Your task is to work out how many lines in the data that follows hold "Write" and to state that number alone.

_Task inputs_
'''
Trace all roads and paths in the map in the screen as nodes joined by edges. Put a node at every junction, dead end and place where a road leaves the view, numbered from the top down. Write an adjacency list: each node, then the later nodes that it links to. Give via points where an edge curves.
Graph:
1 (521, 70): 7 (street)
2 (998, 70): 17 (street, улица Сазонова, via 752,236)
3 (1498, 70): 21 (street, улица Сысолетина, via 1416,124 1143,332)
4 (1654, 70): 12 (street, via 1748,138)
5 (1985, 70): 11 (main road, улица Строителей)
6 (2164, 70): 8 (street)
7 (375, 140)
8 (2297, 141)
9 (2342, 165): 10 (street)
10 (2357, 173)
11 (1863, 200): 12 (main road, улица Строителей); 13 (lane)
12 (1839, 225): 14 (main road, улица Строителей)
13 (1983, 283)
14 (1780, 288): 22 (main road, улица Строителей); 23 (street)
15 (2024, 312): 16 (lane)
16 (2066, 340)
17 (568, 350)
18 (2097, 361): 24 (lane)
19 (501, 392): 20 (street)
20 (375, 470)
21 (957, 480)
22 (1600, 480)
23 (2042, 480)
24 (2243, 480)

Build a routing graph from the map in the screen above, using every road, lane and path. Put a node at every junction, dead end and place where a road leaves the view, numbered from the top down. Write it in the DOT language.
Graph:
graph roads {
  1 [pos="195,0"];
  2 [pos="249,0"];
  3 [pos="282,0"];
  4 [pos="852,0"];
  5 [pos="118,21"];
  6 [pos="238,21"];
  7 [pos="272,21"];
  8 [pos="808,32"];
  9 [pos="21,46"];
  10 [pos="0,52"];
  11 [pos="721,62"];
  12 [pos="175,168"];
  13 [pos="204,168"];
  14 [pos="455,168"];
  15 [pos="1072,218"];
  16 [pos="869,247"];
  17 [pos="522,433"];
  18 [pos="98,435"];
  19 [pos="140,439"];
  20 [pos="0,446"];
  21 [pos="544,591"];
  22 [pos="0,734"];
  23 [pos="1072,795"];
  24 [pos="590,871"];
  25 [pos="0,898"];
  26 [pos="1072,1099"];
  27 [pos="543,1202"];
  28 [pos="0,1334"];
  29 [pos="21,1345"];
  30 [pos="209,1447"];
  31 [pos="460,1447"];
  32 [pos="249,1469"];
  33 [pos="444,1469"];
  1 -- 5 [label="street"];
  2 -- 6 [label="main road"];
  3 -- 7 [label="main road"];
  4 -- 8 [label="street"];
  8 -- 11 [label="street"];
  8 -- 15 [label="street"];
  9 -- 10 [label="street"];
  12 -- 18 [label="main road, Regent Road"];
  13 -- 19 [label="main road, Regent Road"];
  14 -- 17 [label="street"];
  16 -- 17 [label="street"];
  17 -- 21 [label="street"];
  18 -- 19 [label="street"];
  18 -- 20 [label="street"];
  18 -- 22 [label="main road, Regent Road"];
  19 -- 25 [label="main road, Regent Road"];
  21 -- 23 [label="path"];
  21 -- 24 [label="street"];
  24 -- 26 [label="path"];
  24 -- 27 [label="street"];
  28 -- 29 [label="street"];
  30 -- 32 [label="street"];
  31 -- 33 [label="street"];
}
'''
_Final answer_
2